Crock Pot Ginger Ham with Jam
Ham:
10-12 lb Ham, fully cooked1 2-liter bottle Canada Dry Ginger Ale
1 Ginger Root, peeled and sliced into strips
1 tablespoon clove root
Jam:
1 cup frozen Peaches, quartered
½ cup Frozen Mango, quartered
½ cup pineapple, quartered
4 tablespoons balsamic vinegar
1 tsp ground nutmeg
1 tsp ground ginger
1 tsp vanilla extract
- Slice most of the fat off the ham and off the bone. Cut into smaller, more manageable chunks so it fits in the crock-pot.
- Pour ginger ale over the ham, and put in the ginger root and cloves.
- Turn on to low for 4-6 hours, then high for 1 hour.
Meanwhile, make Jam:
- In a medium pot, put fruit and balsamic vinegar.
- Turn on to medium heat until fruit is soft about 1hour.
- Stir every so often so it doesn’t burn.
- Once soft, stir in nutmeg, ginger, and vanilla.
- Take off heat and let cool until steam is no longer visible.
- Transfer to a blender and blend until smoother or chunky – your preference.
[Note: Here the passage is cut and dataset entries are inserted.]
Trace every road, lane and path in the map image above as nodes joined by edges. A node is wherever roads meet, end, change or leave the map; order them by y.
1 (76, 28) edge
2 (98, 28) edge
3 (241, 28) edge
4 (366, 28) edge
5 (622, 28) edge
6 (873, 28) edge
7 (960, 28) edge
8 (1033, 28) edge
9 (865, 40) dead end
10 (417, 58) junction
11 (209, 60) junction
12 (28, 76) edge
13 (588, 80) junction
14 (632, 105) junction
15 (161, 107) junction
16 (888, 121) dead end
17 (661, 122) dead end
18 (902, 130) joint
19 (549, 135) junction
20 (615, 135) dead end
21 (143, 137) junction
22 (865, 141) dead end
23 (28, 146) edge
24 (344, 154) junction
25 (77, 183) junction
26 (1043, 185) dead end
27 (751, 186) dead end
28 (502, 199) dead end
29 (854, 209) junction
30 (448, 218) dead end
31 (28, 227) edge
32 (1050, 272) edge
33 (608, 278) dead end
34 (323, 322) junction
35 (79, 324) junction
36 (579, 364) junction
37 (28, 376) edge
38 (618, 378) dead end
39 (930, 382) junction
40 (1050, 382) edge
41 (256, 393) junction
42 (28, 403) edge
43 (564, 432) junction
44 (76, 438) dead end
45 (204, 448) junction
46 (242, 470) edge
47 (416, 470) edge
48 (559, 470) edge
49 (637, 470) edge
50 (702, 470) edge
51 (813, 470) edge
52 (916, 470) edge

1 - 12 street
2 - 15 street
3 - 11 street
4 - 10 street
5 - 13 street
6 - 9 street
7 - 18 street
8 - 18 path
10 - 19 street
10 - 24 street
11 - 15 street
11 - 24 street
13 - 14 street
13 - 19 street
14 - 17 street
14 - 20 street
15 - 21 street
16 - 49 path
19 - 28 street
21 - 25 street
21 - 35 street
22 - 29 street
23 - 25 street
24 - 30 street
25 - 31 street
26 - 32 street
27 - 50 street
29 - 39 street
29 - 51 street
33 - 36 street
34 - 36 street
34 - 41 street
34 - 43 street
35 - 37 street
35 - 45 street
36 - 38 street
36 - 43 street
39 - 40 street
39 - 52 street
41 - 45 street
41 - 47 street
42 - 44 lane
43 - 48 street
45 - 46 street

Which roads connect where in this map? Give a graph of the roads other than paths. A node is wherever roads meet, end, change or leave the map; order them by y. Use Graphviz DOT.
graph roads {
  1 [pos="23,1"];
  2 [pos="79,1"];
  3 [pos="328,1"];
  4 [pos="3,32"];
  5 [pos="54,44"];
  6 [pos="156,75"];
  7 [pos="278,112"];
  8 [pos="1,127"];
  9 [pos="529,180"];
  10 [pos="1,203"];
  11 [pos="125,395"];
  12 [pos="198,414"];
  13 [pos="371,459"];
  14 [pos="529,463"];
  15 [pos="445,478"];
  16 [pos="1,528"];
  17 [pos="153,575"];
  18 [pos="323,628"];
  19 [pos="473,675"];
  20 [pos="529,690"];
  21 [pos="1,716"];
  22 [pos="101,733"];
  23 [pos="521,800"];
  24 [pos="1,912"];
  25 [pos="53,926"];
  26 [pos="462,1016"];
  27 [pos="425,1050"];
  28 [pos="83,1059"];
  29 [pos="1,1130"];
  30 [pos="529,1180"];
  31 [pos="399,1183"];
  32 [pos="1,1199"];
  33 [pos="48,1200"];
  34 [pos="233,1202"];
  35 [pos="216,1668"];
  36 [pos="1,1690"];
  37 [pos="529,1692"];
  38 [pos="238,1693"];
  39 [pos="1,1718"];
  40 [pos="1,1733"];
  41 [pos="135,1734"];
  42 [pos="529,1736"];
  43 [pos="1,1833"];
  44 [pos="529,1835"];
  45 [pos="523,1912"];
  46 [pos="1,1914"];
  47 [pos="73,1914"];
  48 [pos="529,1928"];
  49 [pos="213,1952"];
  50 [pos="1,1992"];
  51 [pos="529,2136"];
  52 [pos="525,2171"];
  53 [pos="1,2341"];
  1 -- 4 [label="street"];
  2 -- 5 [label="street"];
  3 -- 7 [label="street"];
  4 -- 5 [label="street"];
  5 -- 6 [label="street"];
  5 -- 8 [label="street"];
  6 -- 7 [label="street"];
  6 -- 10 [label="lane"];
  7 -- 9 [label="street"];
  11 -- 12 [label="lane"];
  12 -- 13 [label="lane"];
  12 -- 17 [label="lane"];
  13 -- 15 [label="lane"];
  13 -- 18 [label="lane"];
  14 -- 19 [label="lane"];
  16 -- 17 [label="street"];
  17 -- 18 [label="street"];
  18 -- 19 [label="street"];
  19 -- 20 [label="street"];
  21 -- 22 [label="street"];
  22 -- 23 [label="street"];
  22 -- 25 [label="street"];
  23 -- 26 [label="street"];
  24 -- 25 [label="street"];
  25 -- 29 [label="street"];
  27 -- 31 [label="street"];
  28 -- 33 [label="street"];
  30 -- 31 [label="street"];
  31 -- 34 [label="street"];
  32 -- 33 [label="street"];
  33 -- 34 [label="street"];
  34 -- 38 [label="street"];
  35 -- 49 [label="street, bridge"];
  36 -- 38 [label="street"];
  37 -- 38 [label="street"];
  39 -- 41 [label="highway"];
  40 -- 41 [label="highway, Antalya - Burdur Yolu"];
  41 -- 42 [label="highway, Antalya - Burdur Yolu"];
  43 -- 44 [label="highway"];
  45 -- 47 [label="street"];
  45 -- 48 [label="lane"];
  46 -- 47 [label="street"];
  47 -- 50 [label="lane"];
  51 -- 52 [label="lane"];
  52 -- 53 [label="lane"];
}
Once Ham is done slice it into slices and transfer to a baking dish. Smother the ham with the cooled jam and
cover with tin foil. Cool at least 4 hours or overnight – this infuses the
flavors.
Bake at 350 degrees to warm the ham and jam mixture, about 30 minutes – serve warm.
Bake at 350 degrees to warm the ham and jam mixture, about 30 minutes – serve warm.